Look over the material for the string "pinky". Copy every line where it turns up.

Material for this task Block Start

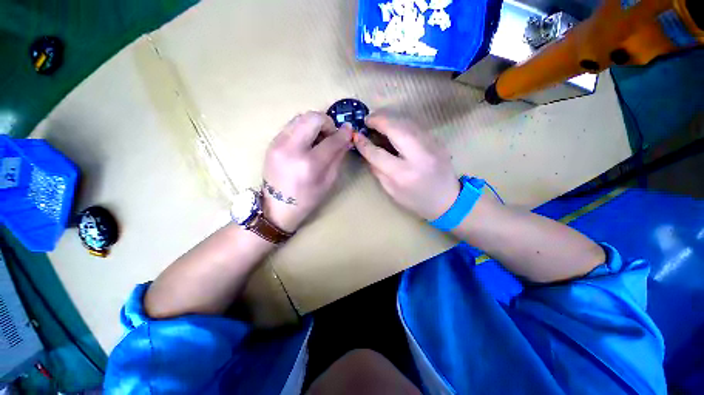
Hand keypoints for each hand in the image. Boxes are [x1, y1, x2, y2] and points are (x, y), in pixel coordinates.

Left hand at [263, 112, 352, 231]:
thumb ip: (338, 157)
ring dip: (314, 123)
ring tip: (319, 138)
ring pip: (300, 117)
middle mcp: (291, 149)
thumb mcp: (328, 181)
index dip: (343, 133)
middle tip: (331, 135)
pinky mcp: (271, 142)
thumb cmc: (307, 199)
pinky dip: (303, 128)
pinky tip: (307, 142)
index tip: (349, 131)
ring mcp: (278, 143)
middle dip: (327, 122)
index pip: (331, 140)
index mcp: (309, 164)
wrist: (276, 207)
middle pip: (312, 118)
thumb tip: (346, 138)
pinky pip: (291, 125)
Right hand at [354, 112, 459, 220]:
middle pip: (396, 129)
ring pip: (407, 122)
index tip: (355, 136)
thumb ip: (378, 171)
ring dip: (390, 117)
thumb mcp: (392, 191)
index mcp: (403, 174)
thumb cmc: (416, 201)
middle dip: (378, 120)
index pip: (378, 154)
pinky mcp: (438, 140)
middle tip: (367, 119)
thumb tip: (368, 152)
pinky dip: (401, 122)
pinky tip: (394, 125)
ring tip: (377, 119)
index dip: (364, 144)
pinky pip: (416, 126)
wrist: (448, 200)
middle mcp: (418, 156)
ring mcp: (431, 145)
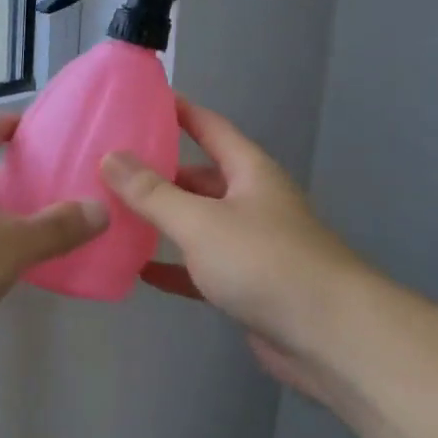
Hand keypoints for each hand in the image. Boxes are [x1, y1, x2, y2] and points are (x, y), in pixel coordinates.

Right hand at [99, 98, 362, 377]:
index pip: (209, 127)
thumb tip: (110, 157)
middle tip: (107, 167)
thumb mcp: (200, 221)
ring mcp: (250, 246)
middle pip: (198, 178)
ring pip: (197, 224)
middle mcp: (251, 202)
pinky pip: (200, 268)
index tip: (140, 99)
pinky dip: (173, 267)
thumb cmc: (265, 262)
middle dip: (157, 172)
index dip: (178, 111)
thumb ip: (152, 192)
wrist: (330, 337)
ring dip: (161, 221)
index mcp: (249, 172)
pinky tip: (138, 269)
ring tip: (113, 213)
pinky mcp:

Material for this task Block End

## [Solution for this problem]
pinky mcp: (271, 142)
pinky dip: (303, 128)
pinky tip: (307, 142)
pinky pip: (291, 125)
pinky mcp: (438, 140)
pinky dip: (401, 122)
pinky tip: (394, 125)
pinky pip: (416, 126)
pinky pip: (200, 268)
pinky dip: (173, 267)
pinky tip: (138, 269)
pinky mcp:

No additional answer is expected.